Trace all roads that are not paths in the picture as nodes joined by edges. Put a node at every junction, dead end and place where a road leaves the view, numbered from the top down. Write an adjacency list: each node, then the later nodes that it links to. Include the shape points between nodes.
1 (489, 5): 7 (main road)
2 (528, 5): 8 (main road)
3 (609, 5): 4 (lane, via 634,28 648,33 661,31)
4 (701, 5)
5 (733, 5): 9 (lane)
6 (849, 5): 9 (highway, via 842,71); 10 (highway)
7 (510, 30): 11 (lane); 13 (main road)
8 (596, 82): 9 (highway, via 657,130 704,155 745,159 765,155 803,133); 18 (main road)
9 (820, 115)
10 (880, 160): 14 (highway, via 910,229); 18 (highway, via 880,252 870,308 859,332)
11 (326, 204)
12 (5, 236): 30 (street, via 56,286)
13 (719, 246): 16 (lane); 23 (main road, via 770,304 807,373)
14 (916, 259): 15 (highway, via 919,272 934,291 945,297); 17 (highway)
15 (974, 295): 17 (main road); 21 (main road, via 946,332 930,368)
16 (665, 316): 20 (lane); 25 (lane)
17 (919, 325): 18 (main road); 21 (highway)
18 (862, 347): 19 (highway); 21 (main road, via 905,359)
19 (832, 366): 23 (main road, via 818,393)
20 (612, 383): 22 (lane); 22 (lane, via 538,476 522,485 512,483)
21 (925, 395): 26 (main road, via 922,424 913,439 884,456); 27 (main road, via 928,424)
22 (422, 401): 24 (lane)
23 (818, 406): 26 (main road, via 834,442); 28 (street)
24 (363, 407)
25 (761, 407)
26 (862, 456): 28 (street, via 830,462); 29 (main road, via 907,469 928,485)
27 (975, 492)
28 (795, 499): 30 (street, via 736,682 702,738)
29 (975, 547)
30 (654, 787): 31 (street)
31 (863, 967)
::::
Reproduce the data in full, exactly as presented.

Trace all roads that are not paths in the picture as nodes joined by edges. Put a node at every junction, dead end and place where a road leaves the view, numbered from the top down. Write an adjacency list: each node, then the later nodes that it links to. Include the shape points between nodes.
1 (489, 5): 7 (main road)
2 (528, 5): 8 (main road)
3 (609, 5): 4 (lane, via 634,28 648,33 661,31)
4 (701, 5)
5 (733, 5): 9 (lane)
6 (849, 5): 9 (highway, via 842,71); 10 (highway)
7 (510, 30): 11 (lane); 13 (main road)
8 (596, 82): 9 (highway, via 657,130 704,155 745,159 765,155 803,133); 18 (main road)
9 (820, 115)
10 (880, 160): 14 (highway, via 910,229); 18 (highway, via 880,252 870,308 859,332)
11 (326, 204)
12 (5, 236): 30 (street, via 56,286)
13 (719, 246): 16 (lane); 23 (main road, via 770,304 807,373)
14 (916, 259): 15 (highway, via 919,272 934,291 945,297); 17 (highway)
15 (974, 295): 17 (main road); 21 (main road, via 946,332 930,368)
16 (665, 316): 20 (lane); 25 (lane)
17 (919, 325): 18 (main road); 21 (highway)
18 (862, 347): 19 (highway); 21 (main road, via 905,359)
19 (832, 366): 23 (main road, via 818,393)
20 (612, 383): 22 (lane); 22 (lane, via 538,476 522,485 512,483)
21 (925, 395): 26 (main road, via 922,424 913,439 884,456); 27 (main road, via 928,424)
22 (422, 401): 24 (lane)
23 (818, 406): 26 (main road, via 834,442); 28 (street)
24 (363, 407)
25 (761, 407)
26 (862, 456): 28 (street, via 830,462); 29 (main road, via 907,469 928,485)
27 (975, 492)
28 (795, 499): 30 (street, via 736,682 702,738)
29 (975, 547)
30 (654, 787): 31 (street)
31 (863, 967)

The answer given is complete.